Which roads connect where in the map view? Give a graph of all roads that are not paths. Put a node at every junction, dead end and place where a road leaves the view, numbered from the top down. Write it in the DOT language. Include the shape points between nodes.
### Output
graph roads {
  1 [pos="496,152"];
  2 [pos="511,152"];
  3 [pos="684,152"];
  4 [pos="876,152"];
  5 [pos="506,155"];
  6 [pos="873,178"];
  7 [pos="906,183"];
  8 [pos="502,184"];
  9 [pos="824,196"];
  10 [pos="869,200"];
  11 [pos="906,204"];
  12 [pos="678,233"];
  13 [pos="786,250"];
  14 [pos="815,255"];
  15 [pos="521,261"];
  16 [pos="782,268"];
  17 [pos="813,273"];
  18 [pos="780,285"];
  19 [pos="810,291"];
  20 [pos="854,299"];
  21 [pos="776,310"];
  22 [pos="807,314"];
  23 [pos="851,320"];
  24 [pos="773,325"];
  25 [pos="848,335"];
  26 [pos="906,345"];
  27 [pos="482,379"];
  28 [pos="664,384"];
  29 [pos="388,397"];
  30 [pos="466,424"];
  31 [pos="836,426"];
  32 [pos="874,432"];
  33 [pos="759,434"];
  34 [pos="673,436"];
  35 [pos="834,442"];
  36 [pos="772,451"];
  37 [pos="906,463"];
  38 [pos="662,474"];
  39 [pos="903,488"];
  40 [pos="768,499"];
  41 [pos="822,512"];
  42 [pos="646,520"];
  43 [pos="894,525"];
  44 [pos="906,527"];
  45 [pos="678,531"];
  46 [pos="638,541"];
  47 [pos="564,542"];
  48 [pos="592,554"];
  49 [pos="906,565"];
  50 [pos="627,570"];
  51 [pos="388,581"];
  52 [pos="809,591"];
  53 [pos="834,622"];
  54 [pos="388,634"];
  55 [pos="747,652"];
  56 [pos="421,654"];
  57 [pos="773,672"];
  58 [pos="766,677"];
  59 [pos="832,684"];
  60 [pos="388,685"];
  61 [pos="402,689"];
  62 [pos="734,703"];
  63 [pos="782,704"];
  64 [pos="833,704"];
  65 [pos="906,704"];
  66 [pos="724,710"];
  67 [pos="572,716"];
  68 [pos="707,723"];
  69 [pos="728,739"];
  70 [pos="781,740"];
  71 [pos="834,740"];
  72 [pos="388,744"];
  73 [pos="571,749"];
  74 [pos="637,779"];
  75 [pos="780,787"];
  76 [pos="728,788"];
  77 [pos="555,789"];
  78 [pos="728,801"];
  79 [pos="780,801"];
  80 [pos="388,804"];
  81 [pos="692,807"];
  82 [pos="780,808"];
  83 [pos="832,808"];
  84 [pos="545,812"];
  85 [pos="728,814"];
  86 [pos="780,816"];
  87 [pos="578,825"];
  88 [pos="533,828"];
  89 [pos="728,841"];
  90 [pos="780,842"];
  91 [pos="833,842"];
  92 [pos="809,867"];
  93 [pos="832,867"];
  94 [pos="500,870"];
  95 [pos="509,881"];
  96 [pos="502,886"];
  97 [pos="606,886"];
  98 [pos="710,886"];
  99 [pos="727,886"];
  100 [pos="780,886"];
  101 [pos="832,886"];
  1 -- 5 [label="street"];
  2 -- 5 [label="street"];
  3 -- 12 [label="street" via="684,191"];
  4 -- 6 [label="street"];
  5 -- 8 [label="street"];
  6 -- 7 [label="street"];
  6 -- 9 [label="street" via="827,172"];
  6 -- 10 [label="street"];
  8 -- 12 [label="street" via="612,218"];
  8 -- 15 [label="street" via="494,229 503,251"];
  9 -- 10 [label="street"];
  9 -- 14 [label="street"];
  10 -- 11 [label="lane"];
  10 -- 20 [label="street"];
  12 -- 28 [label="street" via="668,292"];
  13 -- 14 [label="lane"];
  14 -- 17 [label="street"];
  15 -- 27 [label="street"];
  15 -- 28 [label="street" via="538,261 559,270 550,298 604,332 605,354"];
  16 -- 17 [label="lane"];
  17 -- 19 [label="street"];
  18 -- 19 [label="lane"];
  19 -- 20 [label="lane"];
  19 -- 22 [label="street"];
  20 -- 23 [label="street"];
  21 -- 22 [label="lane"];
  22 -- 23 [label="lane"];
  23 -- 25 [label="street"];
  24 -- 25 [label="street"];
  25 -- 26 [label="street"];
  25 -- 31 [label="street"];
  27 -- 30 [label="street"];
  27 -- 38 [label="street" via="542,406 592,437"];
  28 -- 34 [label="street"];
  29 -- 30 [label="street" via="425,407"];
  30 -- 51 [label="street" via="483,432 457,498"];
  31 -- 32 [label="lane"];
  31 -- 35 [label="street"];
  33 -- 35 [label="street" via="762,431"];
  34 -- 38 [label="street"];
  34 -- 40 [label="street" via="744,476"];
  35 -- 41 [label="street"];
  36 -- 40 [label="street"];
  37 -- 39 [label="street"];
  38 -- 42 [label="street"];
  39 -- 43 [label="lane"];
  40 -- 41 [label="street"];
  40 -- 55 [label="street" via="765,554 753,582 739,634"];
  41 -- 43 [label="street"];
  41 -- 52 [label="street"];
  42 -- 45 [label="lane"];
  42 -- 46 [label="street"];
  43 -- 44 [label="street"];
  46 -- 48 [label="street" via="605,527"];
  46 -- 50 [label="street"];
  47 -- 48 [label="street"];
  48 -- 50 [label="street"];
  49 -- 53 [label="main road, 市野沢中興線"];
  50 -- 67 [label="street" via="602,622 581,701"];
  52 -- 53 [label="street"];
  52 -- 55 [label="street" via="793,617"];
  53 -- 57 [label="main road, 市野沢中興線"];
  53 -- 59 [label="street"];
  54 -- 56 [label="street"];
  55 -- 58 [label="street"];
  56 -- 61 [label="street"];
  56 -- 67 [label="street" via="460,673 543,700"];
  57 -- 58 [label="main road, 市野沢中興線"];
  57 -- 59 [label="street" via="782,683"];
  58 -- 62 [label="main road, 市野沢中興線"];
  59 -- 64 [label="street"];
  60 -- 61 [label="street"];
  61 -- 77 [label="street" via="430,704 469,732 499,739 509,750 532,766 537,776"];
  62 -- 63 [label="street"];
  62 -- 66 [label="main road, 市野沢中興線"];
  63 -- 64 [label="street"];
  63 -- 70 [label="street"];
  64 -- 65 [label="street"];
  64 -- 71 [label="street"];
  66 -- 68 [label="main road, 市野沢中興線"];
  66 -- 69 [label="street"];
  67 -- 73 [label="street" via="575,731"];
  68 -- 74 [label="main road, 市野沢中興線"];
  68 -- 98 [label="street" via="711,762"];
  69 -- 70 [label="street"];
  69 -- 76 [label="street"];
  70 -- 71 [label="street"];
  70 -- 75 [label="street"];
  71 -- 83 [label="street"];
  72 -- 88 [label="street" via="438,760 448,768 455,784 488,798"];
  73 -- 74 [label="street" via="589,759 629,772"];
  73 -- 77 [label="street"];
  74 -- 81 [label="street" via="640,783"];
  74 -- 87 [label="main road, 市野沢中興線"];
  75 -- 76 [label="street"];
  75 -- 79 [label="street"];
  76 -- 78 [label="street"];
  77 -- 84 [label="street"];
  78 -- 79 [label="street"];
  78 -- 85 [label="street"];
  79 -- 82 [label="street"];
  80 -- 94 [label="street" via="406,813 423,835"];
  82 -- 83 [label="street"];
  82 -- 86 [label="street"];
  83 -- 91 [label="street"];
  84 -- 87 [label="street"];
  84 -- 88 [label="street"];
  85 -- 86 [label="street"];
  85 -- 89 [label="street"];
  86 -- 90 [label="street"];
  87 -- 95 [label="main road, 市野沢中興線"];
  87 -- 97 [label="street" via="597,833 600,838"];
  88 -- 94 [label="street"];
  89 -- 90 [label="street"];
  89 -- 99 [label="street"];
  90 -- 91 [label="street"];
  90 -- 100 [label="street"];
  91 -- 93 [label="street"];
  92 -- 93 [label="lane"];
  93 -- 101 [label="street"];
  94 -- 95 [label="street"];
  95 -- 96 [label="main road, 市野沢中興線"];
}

■ Task to complete:
Give the number of lines in the entries that include the string "roads", and nothing else.

■ Result of this exercise:
2